Why lethal injection is not the way to go

Workers walk through the halls where executions take place.

cdcr.ca.gov

Workers walk through the halls where executions take place.

Dennis Mcguire pleaded guilty to raping and murdering a pregnant newlywed named Joy Stewart in 1989. Mcguire was sentenced with the death penalty, and on January 16, 2015 he laid strapped to a bed, ready for the injection to end his life. For 26 minutes, it didn’t.

He thrashed and struggled against the pain for 10 minutes, until finally succumbing to the two drugs administered, midazolam and hydromorphone.

Mcguire’s death set a record for the longest execution in Ohio’s history, but unfortunately it is among many botched lethal injection attempts since its inception in 1982, including an Oklahoma execution that lasted 43 agonizing minutes.

Capital punishment has always been the government’s way of effacing criminals they consider to be incorrigible, or beyond reform.

The first time the death penalty was used was in Texas to execute 40-year-old Charles Brooks for murdering Fort Worth mechanic David Gregory.

Until 2010, the process consisted of a three-drug combination that used an anesthetic, a paralytic drug and a drug that stopped the heart, but lately due to vast shortages in supply and disapproval of international community, states have been taking shortcuts and using risky or untested combinations of drugs in lieu of the older methods.

European manufacturers of the drugs introduced a sort of embargo and refused to export if the drugs were being used for lethal injection. The states scrambled to find alternative combinations of drugs and the effects have been detrimental.

The number of cases in which complications have occurred has risen steadily since the embargo, and national trust in lethal injection and the death penalty itself has waned.

Now, the supply of the drugs runs dry for most states and the search for an alternative remains.

Questions have been raised over the past year concerning how humane lethal injection is, considering many instances where prisoners have waited agonizingly long to die when the drugs don’t do what they’re supposed to, or don’t do it fast enough.

The public attention brings back the avid debate of many and widespread disapproval.

There is a wide range of drugs that states have been testing out on unwitting death row inmates, but some of the more common and controversial drugs are called midazolam and pentobarbital, and they cause paralyzation and stopping of the heart, respectively.

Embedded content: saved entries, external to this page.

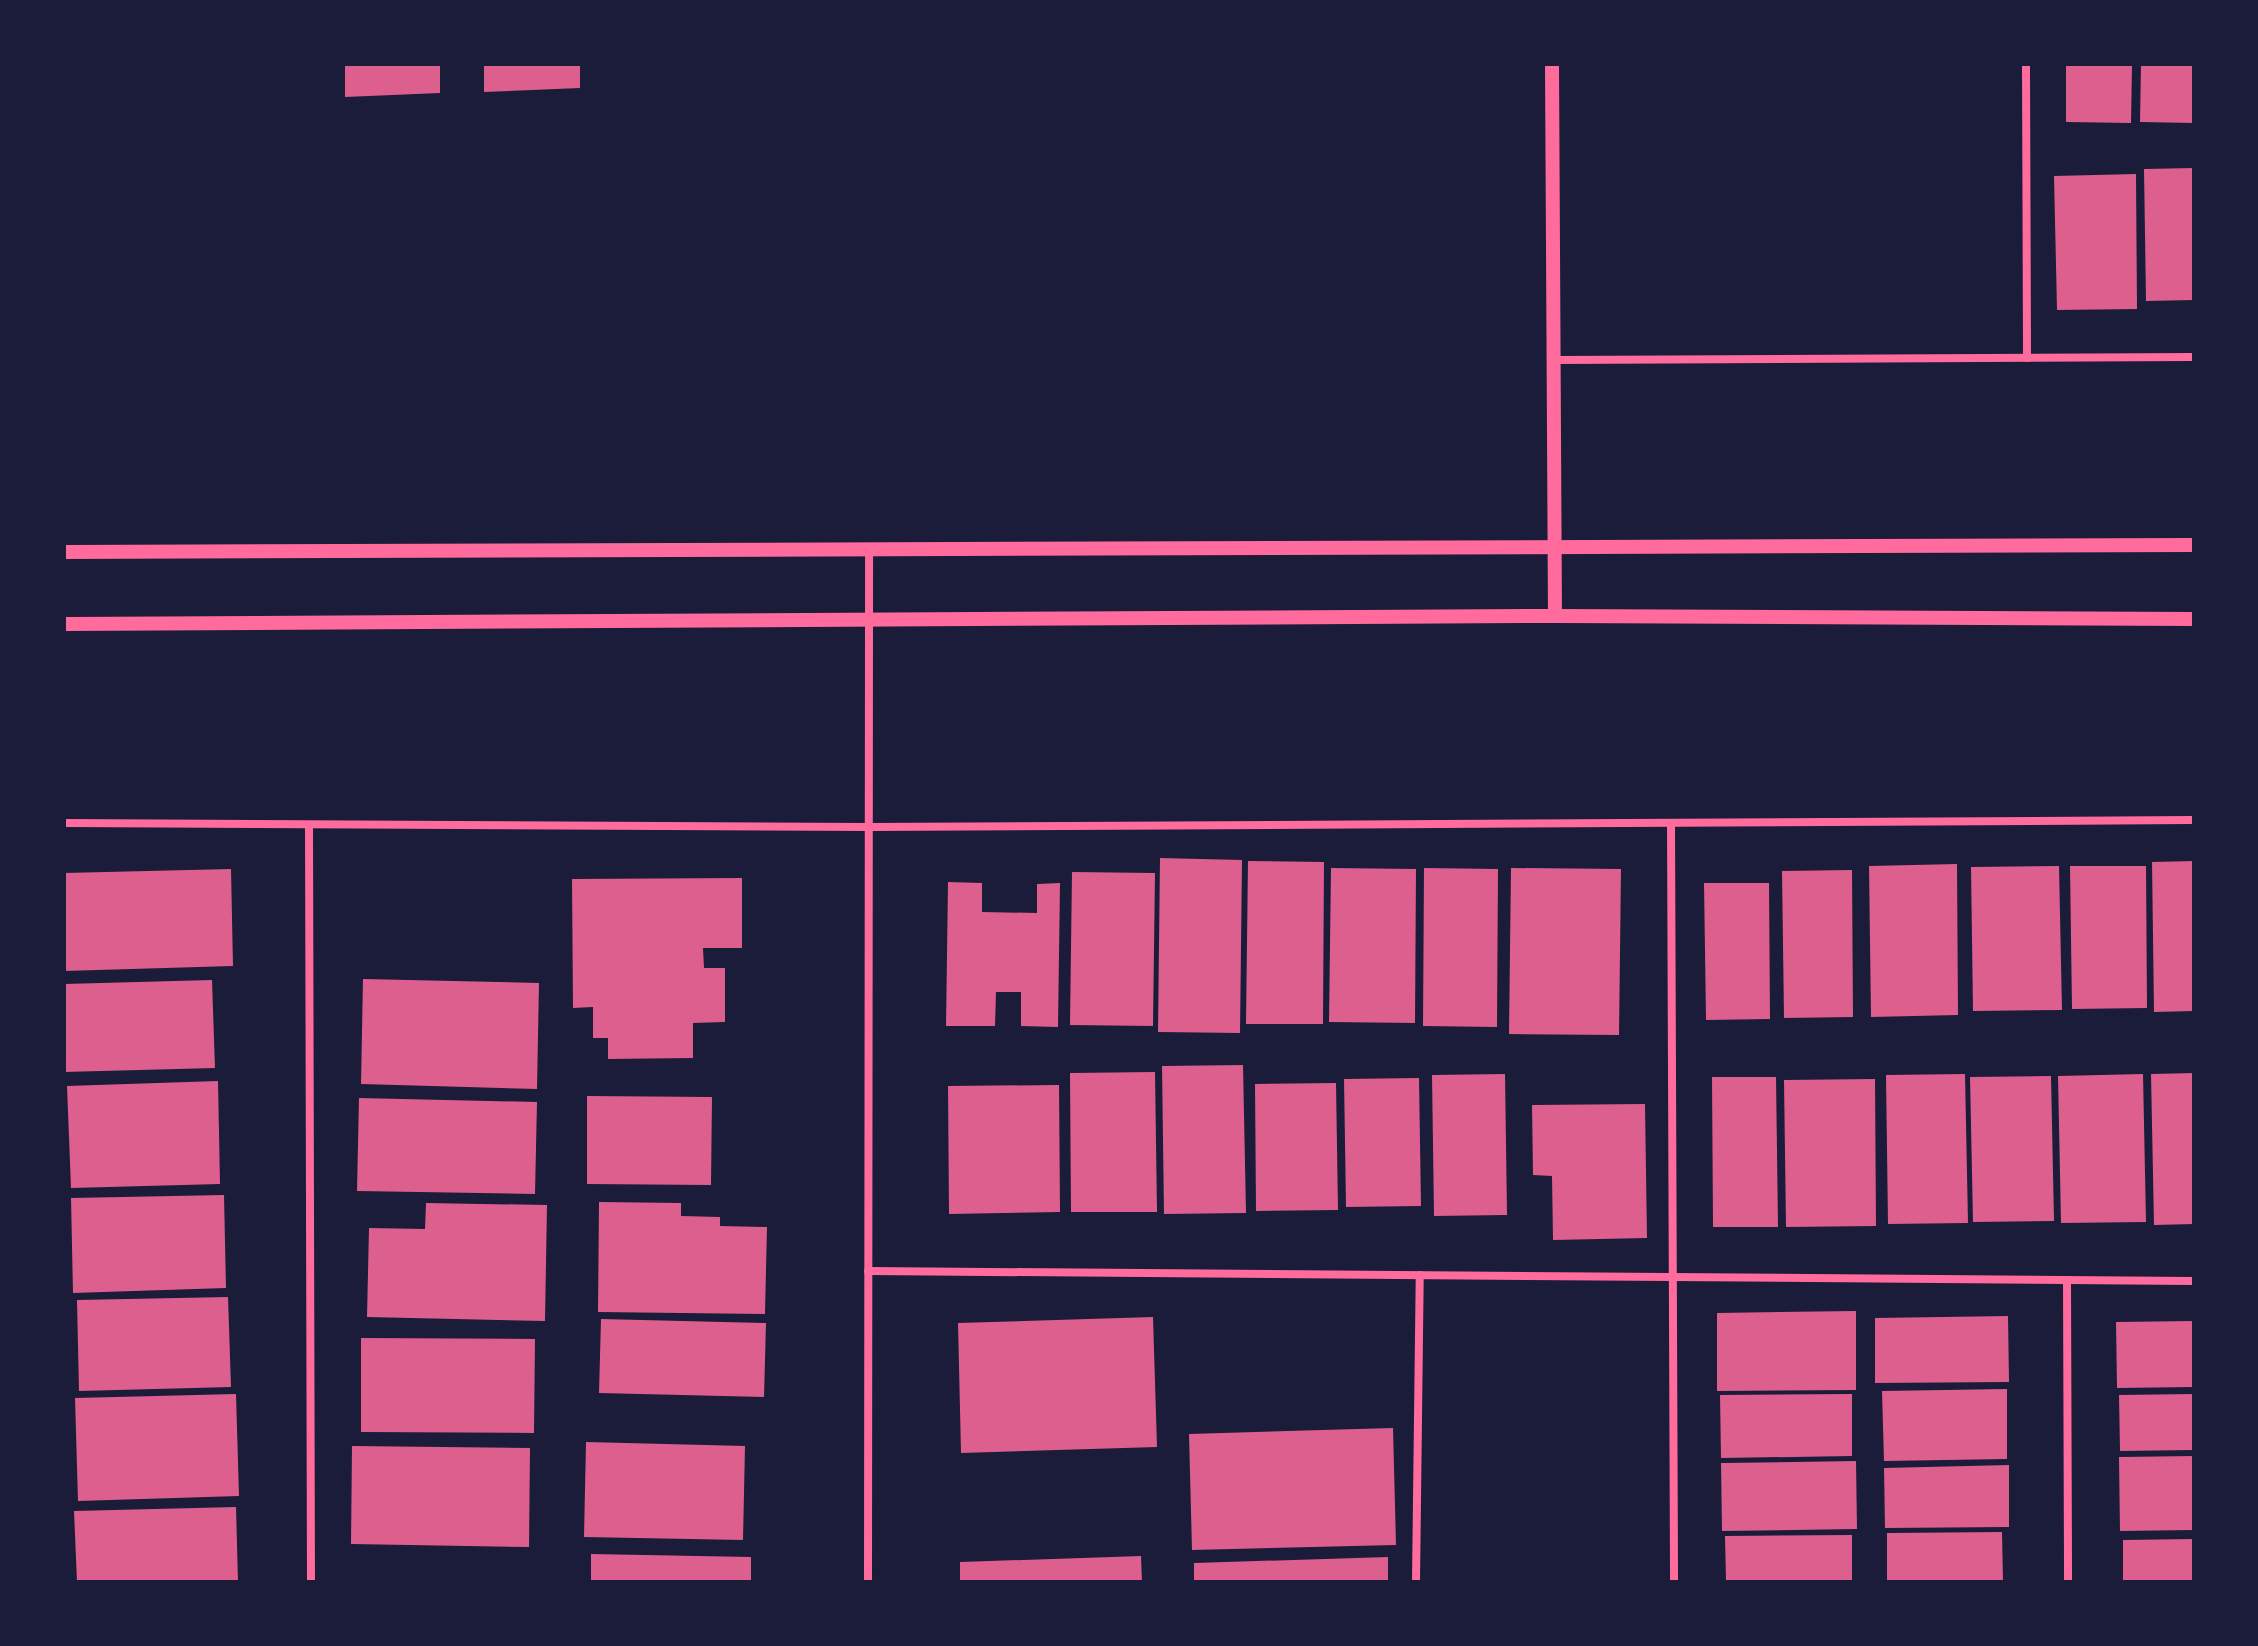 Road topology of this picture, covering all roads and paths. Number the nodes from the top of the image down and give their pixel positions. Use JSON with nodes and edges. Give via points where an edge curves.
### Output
{"nodes":[{"id":1,"x":1552,"y":64,"type":"edge"},
{"id":2,"x":2026,"y":64,"type":"edge"},
{"id":3,"x":2194,"y":357,"type":"edge"},
{"id":4,"x":2027,"y":358,"type":"junction"},
{"id":5,"x":1554,"y":360,"type":"junction"},
{"id":6,"x":2194,"y":545,"type":"edge"},
{"id":7,"x":1554,"y":548,"type":"junction"},
{"id":8,"x":869,"y":550,"type":"junction"},
{"id":9,"x":64,"y":552,"type":"edge"},
{"id":10,"x":1555,"y":616,"type":"junction"},
{"id":11,"x":2194,"y":619,"type":"edge"},
{"id":12,"x":869,"y":620,"type":"junction"},
{"id":13,"x":64,"y":624,"type":"edge"},
{"id":14,"x":2194,"y":820,"type":"edge"},
{"id":15,"x":64,"y":823,"type":"edge"},
{"id":16,"x":1671,"y":823,"type":"junction"},
{"id":17,"x":309,"y":825,"type":"junction"},
{"id":18,"x":869,"y":827,"type":"junction"},
{"id":19,"x":868,"y":1271,"type":"junction"},
{"id":20,"x":1420,"y":1275,"type":"junction"},
{"id":21,"x":1673,"y":1278,"type":"junction"},
{"id":22,"x":2067,"y":1280,"type":"junction"},
{"id":23,"x":2194,"y":1281,"type":"edge"},
{"id":24,"x":311,"y":1582,"type":"edge"},
{"id":25,"x":868,"y":1582,"type":"edge"},
{"id":26,"x":1416,"y":1582,"type":"edge"},
{"id":27,"x":1674,"y":1582,"type":"edge"},
{"id":28,"x":2068,"y":1582,"type":"edge"}],
"edges":[{"from":1,"to":5,"type":"street"},
{"from":2,"to":4,"type":"street"},
{"from":3,"to":4,"type":"street"},
{"from":4,"to":5,"type":"street"},
{"from":5,"to":7,"type":"street"},
{"from":6,"to":7,"type":"street"},
{"from":7,"to":8,"type":"street"},
{"from":7,"to":10,"type":"street"},
{"from":8,"to":9,"type":"street"},
{"from":8,"to":12,"type":"street"},
{"from":10,"to":11,"type":"street"},
{"from":10,"to":12,"type":"street"},
{"from":12,"to":13,"type":"street"},
{"from":12,"to":18,"type":"street"},
{"from":14,"to":16,"type":"street"},
{"from":15,"to":17,"type":"street"},
{"from":16,"to":18,"type":"street"},
{"from":16,"to":21,"type":"street"},
{"from":17,"to":18,"type":"street"},
{"from":17,"to":24,"type":"street"},
{"from":18,"to":19,"type":"street"},
{"from":19,"to":20,"type":"street"},
{"from":19,"to":25,"type":"street"},
{"from":20,"to":21,"type":"street"},
{"from":20,"to":26,"type":"street"},
{"from":21,"to":22,"type":"street"},
{"from":21,"to":27,"type":"street"},
{"from":22,"to":23,"type":"street"},
{"from":22,"to":28,"type":"street"}]}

Midazolam is especially unpredictable and has been the cause of flukes in a large number of lethal injection cases.

It isn’t possible to ensure a peaceful transition into unconsciousness, or to know how much pain the inmates are experiencing.

The only thing that is clear is that it certainly isn’t painless and a change should be made.

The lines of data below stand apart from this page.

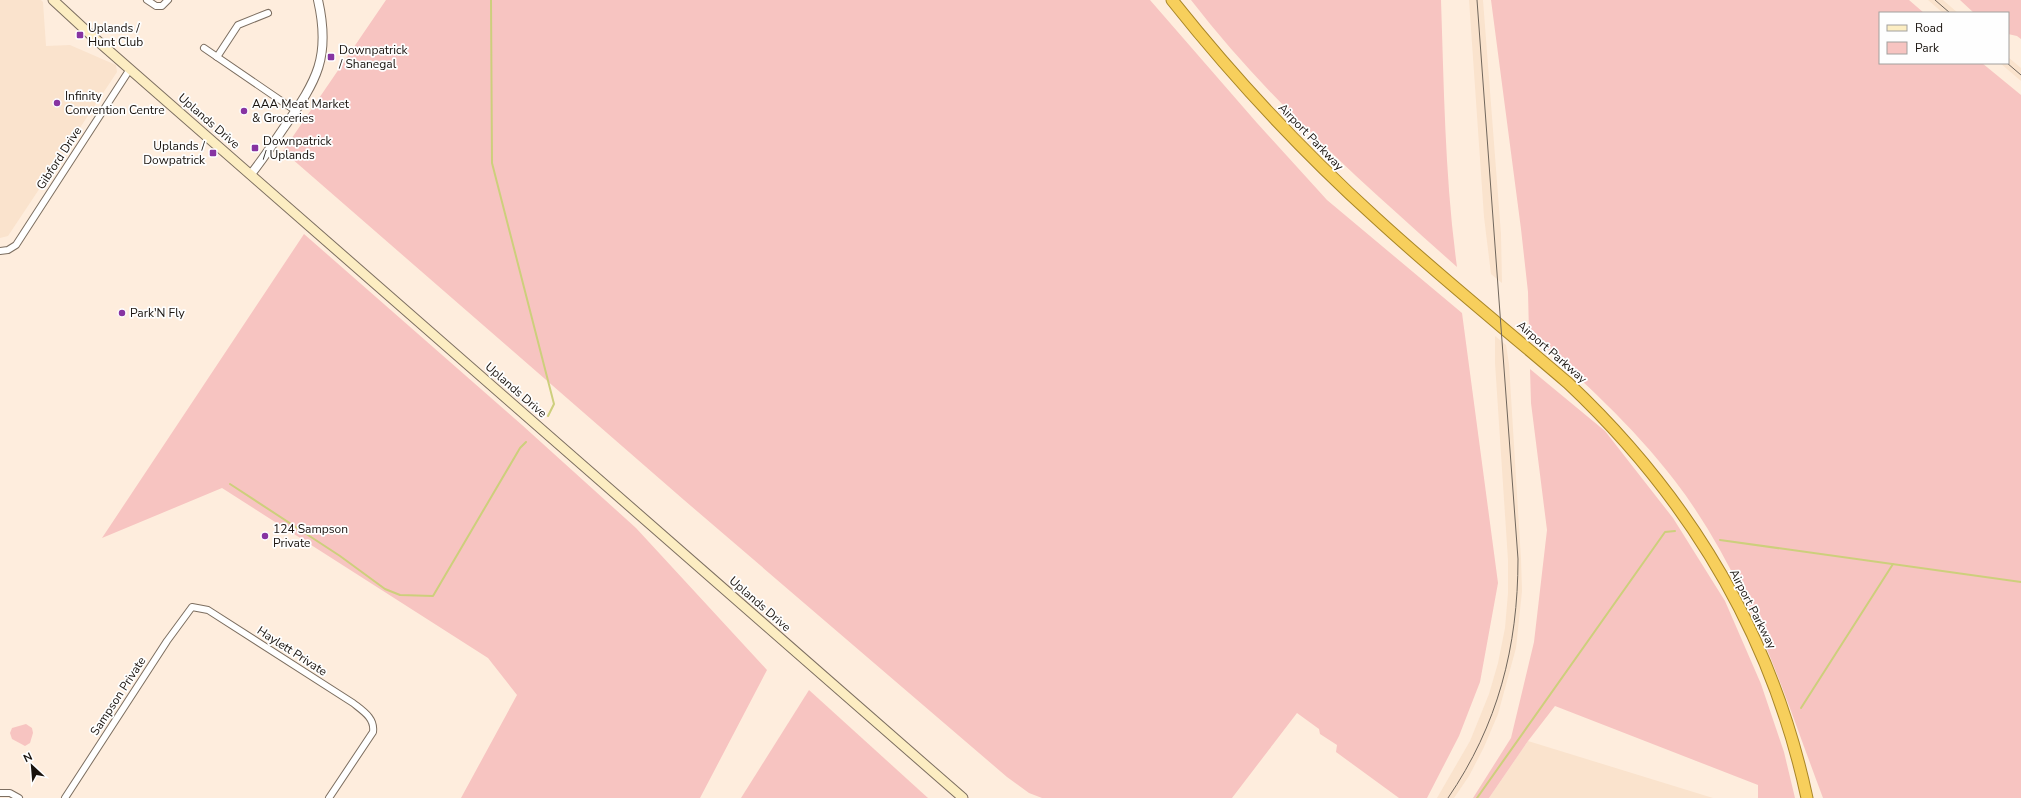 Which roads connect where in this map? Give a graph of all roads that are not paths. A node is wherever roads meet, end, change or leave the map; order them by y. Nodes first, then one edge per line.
1 (54, 0) edge
2 (148, 0) edge
3 (168, 0) edge
4 (318, 0) edge
5 (1172, 0) edge
6 (268, 13) dead end
7 (204, 48) dead end
8 (216, 57) junction
9 (130, 69) junction
10 (296, 111) junction
11 (251, 174) junction
12 (0, 251) edge
13 (192, 607) joint
14 (0, 793) edge
15 (19, 798) edge
16 (65, 798) edge
17 (329, 798) edge
18 (963, 798) edge
19 (1807, 798) edge

1 - 9 main road, Uplands Drive
2 - 3 street
4 - 10 street
5 - 19 highway, Airport Parkway
6 - 8 street
7 - 8 street
8 - 10 street
9 - 11 main road, Uplands Drive
9 - 12 street, Gibford Drive
10 - 11 street
11 - 18 main road, Uplands Drive
13 - 16 street, Sampson Private
13 - 17 street, Haylett Private
14 - 15 street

The problem with injecting a concoction of chemicals with a range of results into a prisoner is that there is no way to predict across the board how each person will react to the drug, and if it will have the intended effect.

The drugs that were standard issue prior to the shortage at least had relatively homogeneous effects, but now with the unpredictability of the drugs states are using, it’s a roll of the dice.

From an international standpoint, the death penalty is abhorred, but even nationally, disapproval runs high.

Only 32 states continue to use the death penalty, and within those states, many citizens protest and actively oppose the punishment.

Heated debates in Supreme Court bring the problem to the national table and pose the question of the effectivity of the method, as well as a wider question pertaining to the morality of the death penalty in general.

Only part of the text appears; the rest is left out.